We describe an in-progress approach to resolving the opposing goals of speed and accuracy in designing, prototyping, and evaluating the system level performance of near-memory accelerators. Hardware emulators offer high fidelity and speed at the expense of flexibility in exploring the design space. Software simulators can be enormously flexible, but simulation speed suffers if high accuracy is required. Building on past experience of using both these methods, we report on progress with using SystemC simulation for full application level evaluation with eventual synthesis of the accelerator hardware components for emulation.

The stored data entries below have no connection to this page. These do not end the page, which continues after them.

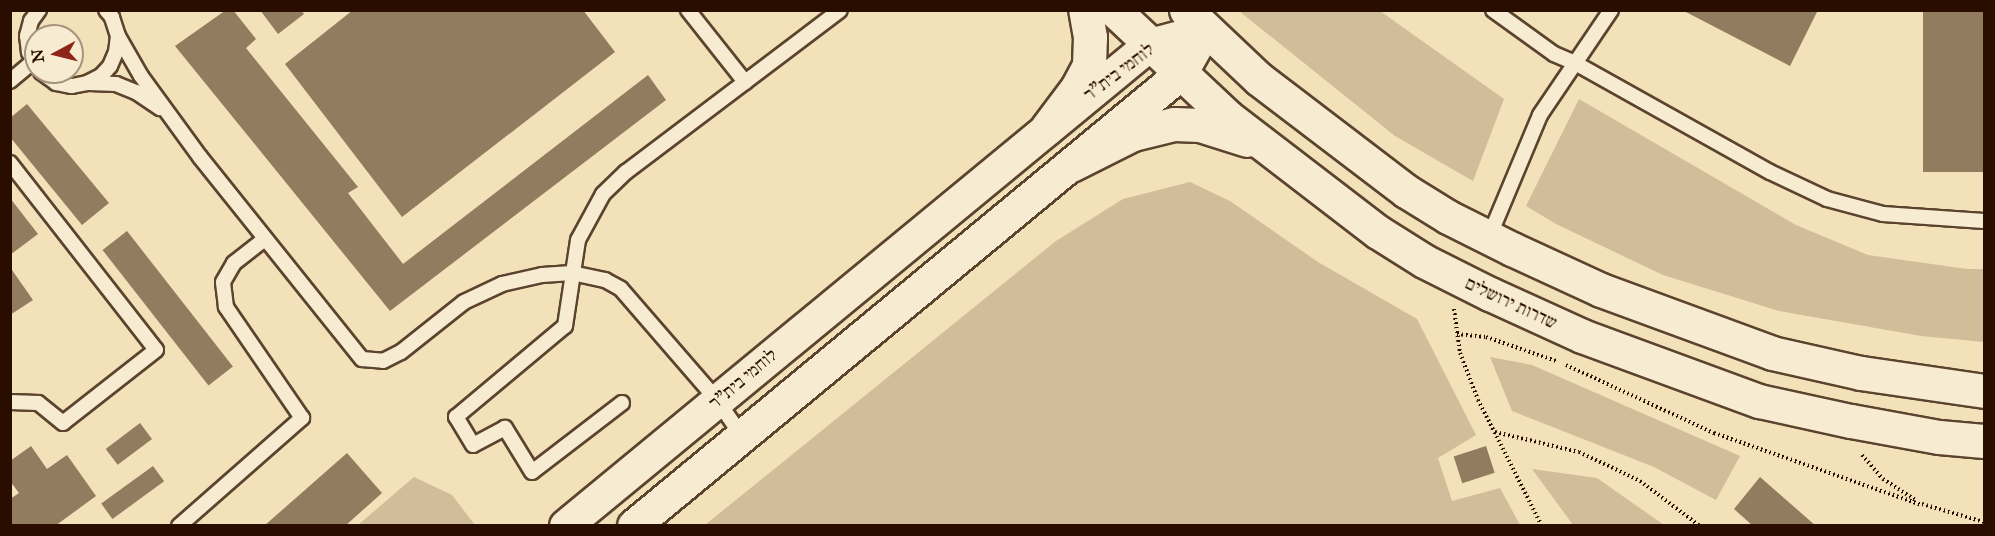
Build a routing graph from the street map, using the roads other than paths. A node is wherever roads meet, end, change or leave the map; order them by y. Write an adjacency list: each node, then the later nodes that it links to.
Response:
1 (106, 10): 9 (lane)
2 (688, 10): 15 (lane)
3 (840, 10): 15 (lane)
4 (1085, 10): 21 (main road)
5 (1114, 10): 10 (main road, שדרות ירושלים)
6 (1493, 10): 11 (lane)
7 (1611, 10): 11 (lane)
8 (1196, 20): 10 (street, לוחמי בית"ר); 13 (street); 26 (main road)
9 (118, 36): 16 (lane); 20 (lane)
10 (1150, 45): 13 (main road, שדרות ירושלים); 21 (street, לוחמי בית"ר)
11 (1575, 63): 25 (lane); 26 (lane)
12 (24, 73): 14 (lane)
13 (1181, 74): 23 (street); 24 (main road, שדרות ירושלים)
14 (10, 81)
15 (746, 82): 28 (lane)
16 (87, 83): 19 (lane); 20 (lane)
17 (61, 84): 18 (lane)
18 (82, 84)
19 (84, 84)
20 (169, 114): 27 (lane)
21 (1047, 128): 30 (street, לוחמי בית"ר)
22 (10, 162): 31 (lane)
23 (1071, 165): 24 (main road); 33 (street)
24 (1303, 173): 34 (main road, שדרות ירושלים)
25 (1984, 221)
26 (1489, 238): 29 (main road)
27 (265, 239): 28 (lane); 35 (lane)
28 (572, 273): 30 (lane); 32 (lane)
29 (1984, 391)
30 (717, 400): 33 (lane); 36 (street, לוחמי בית"ר)
31 (10, 402)
32 (622, 403)
33 (742, 436): 37 (street)
34 (1984, 441)
35 (178, 525)
36 (566, 525)
37 (634, 525)

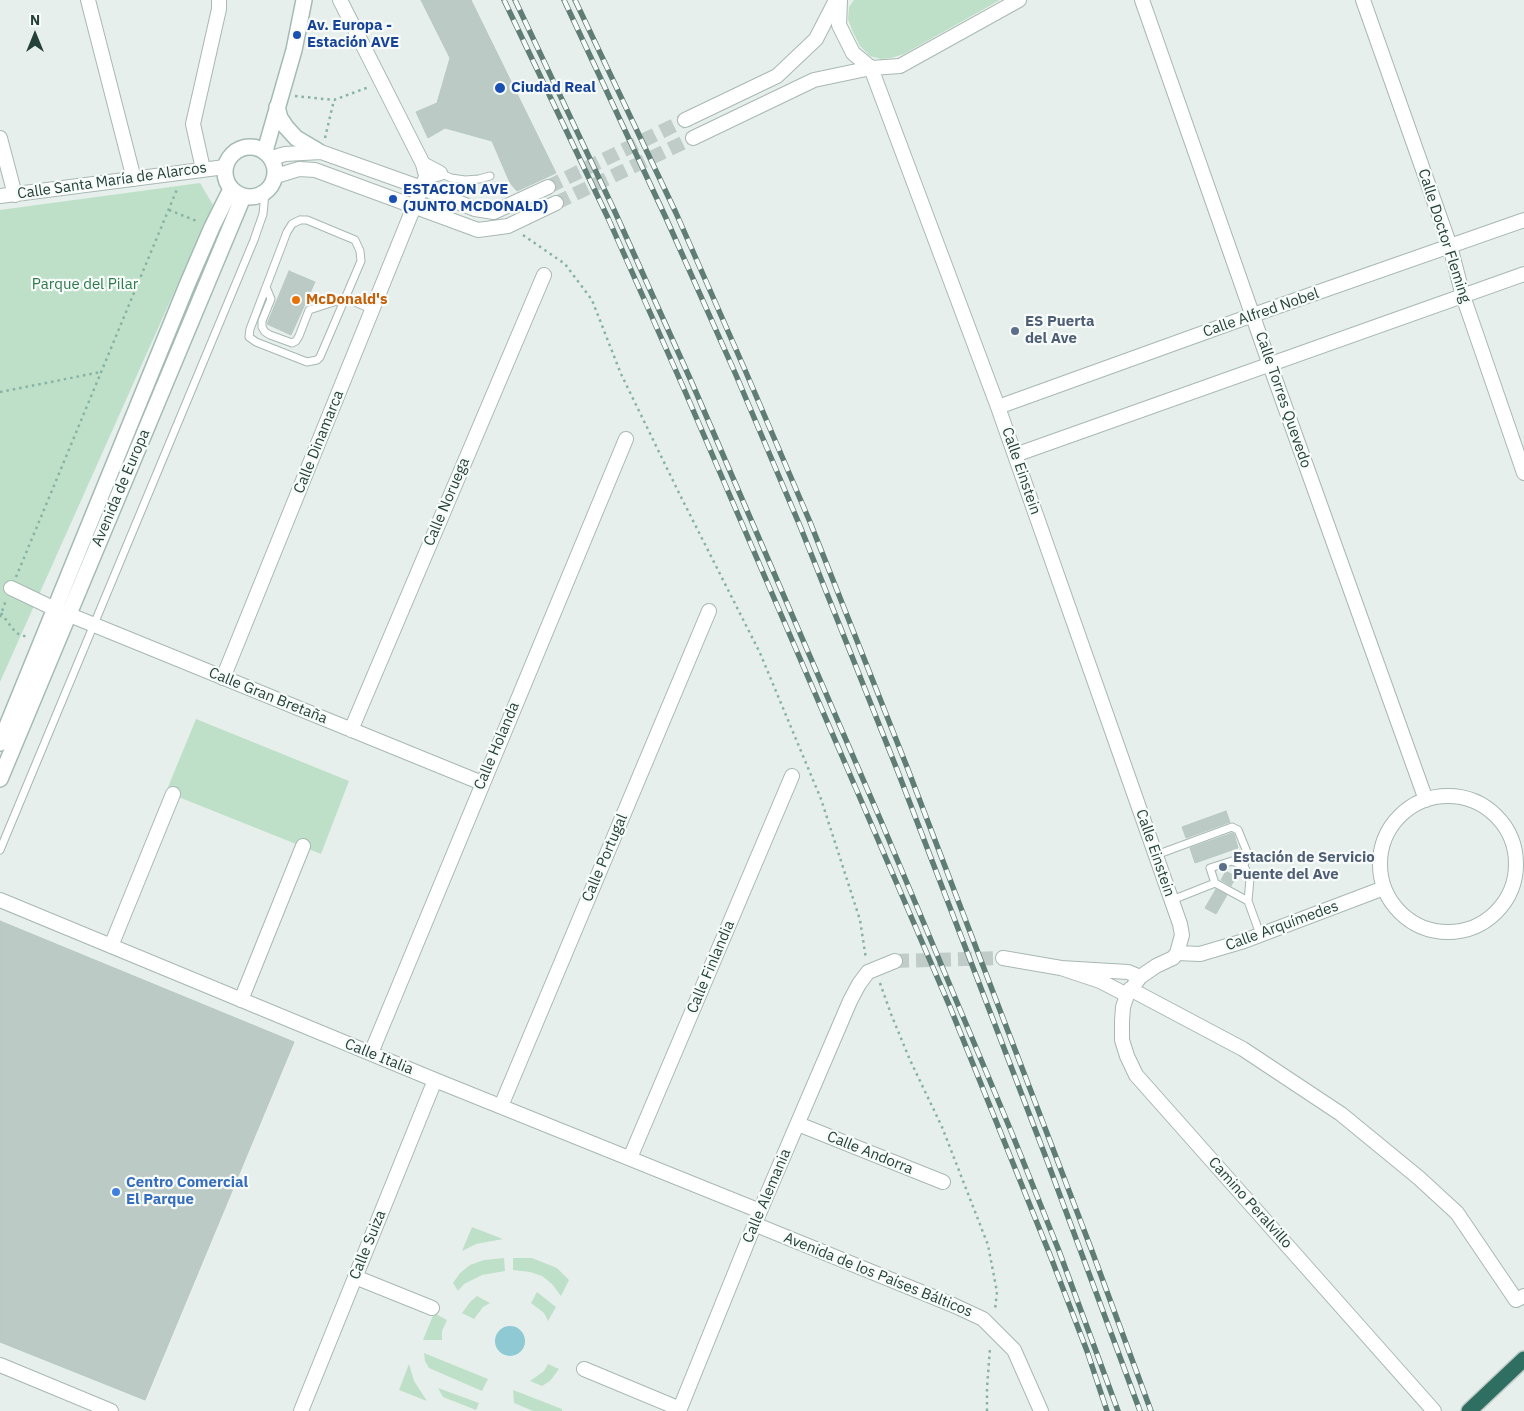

Introduction Designing, prototyping, and evaluating near memory accelerators is an exercise in triage among the competing goals of speed of design, speed of evaluation and accuracy of metrics. It is desirable to generate design alternatives quickly to help narrow down the large search space. Evaluation speed is required to run the proposed hardware under realistic scenarios with appropriately sized data sets and use cases. Fast evaluation also provides coverage in exploring the large number of design alternatives. However fast turnaround is of little use without confidence in the accuracy of results and understanding of the modeling errors.
Background In prior work [2, 6] we have strived for accuracy of the near memory hardware design and speed of evaluation by developing the Logic in Memory Emulator (LiME) [3] , a hardware/software "swiss army knife" of FPGA-based functions to prototype acceleration modules adjacent to a variety of memory types, while simultaneously capturing and logging external memory requests from both main CPU and accelerator. This emulation approach was very successful in speed of evaluation with only a 20X slowdown from the predicted run time. In contrast, software simulation typically has thousands of times slowdown. The speed gain was due to the acceleration units being instantiated in FPGA hardware and the application running in hard ARM processors on the Multiprocessor System on Chip (MPSoC).
However, FPGA implementation at the hardware description language level is very slow, limiting design space exploration experiments. While latencies could be varied on the emulation platform for different types of memories, the latency associated with a memory was fixed during the experiment. Additionally, the emulation studies were conducted with a single core and a single accelerator. While these aren't fundamental restrictions to the emulation platform, the time to design FPGA modules and embedded software infrastructure was a significant bar.
To mitigate these drawbacks, we used simulation [4] to explore other designs that are difficult to implement in hardware. We ported one of the near memory accelerators, a Key/Value Store lookup engine [6] , to the Structural Simulation Toolkit (SST) [7] , a pluggable discrete event simulation framework. In this simulation we re-implemented the lookup accelerator as an SST component. We validated the simulator using a fixed latency memory model similar to LiME's, and then replaced the memory model with a more realistic HMC model [5] to evaluate features not implemented in LiME. We introduced optimizations and experimented with different numbers of lookup accelerators to evaluate quantitatively the relationships of bandwidth, latency, and load as the number of concurrent lookups increased. In these scaling experiments, we could easily modify the architecture and therefore also studied the effects on performance of doubling the accelerator bus width and increasing the number of outstanding requests to the HMC. The simulation results showed that having a reasonable number of outstanding memory requests is critical to performance, and that eight accelerators could be accommodated before saturating the bandwidth.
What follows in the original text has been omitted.